ホホーは実際に誰ともあったことが無い為、噂しか聞いたことが無いが実力は確かだというのは間 違いない。会議場は異様な緊張に包まれている。
「それでは会議を始めます。手元の資料を見る前に今回国王陛下が初顔合わせの為、まずは自己紹介からお願いします。」
ブッチが司会を務め話を進める。
「ではまず、序列4位『癒しの天騎士』ユビオリオン殿」
一人の男が席を立つ。ひょろひょろのもやしのような男だ。
ざんばらな髪の毛に分厚い眼鏡をしている。弱そうだ。初見では騎士だととても思えない雰囲気だ。
「ご紹介に上がりました『癒しの天騎士』ユビオリオン・・・・・の代理の者です。」
ホホーが驚き声をあげる。
「代理だと!?新国王である私との初めての謁見であるぞ!なにゆえ代理などを立てたのだ、説明いたせ!」
「申し訳ありません。実は・・・先日箪笥の角に指をぶつけ右足の薬指と小指を骨折。

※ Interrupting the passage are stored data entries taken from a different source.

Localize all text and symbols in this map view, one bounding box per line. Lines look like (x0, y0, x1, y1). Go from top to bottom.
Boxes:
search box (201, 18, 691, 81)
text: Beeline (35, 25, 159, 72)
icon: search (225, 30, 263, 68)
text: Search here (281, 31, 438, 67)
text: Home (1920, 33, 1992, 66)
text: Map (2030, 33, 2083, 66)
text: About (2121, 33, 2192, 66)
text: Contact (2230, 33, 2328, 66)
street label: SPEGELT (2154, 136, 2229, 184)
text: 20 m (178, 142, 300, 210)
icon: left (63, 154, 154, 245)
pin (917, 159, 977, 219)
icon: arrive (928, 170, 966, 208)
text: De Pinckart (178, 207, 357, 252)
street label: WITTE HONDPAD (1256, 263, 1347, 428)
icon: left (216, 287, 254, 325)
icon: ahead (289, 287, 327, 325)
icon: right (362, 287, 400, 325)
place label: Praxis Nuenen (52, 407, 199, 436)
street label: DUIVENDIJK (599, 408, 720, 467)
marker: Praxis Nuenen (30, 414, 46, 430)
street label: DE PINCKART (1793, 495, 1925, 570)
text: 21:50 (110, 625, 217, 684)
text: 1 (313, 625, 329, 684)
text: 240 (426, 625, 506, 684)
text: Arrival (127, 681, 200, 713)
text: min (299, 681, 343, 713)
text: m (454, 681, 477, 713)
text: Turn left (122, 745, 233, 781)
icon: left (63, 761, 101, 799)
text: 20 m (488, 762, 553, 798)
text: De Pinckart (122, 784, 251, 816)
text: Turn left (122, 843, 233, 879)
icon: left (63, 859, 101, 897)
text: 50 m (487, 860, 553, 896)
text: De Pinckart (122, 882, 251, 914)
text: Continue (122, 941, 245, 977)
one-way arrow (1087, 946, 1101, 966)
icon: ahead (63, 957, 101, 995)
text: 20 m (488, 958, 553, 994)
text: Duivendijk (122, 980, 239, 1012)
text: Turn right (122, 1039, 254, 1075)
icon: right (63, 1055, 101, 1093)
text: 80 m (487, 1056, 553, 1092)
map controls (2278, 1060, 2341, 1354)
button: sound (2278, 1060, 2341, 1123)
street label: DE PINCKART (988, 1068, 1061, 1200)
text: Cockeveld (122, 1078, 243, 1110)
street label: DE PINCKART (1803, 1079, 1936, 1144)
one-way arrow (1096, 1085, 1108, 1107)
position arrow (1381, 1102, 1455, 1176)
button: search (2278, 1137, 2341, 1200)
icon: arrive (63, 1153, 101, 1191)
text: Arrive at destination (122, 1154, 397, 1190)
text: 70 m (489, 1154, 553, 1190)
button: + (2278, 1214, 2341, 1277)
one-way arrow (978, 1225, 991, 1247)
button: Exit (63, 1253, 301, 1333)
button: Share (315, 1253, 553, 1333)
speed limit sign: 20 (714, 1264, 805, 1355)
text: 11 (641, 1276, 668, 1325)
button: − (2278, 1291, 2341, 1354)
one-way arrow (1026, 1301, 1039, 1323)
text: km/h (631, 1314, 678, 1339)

その影響で40度の熱を出し寝込んでいるためドクターストップがかかりました。ちなみに私は主治医です。」
ホホーは逸話の一つ『箪笥の角に指をぶつけて年中骨折している』天騎士四天王がいることを思い出す。
『癒しの天騎士』ユビオリオンこそがその逸話の人物だと理解するとともに疑問が二つ浮かんできた。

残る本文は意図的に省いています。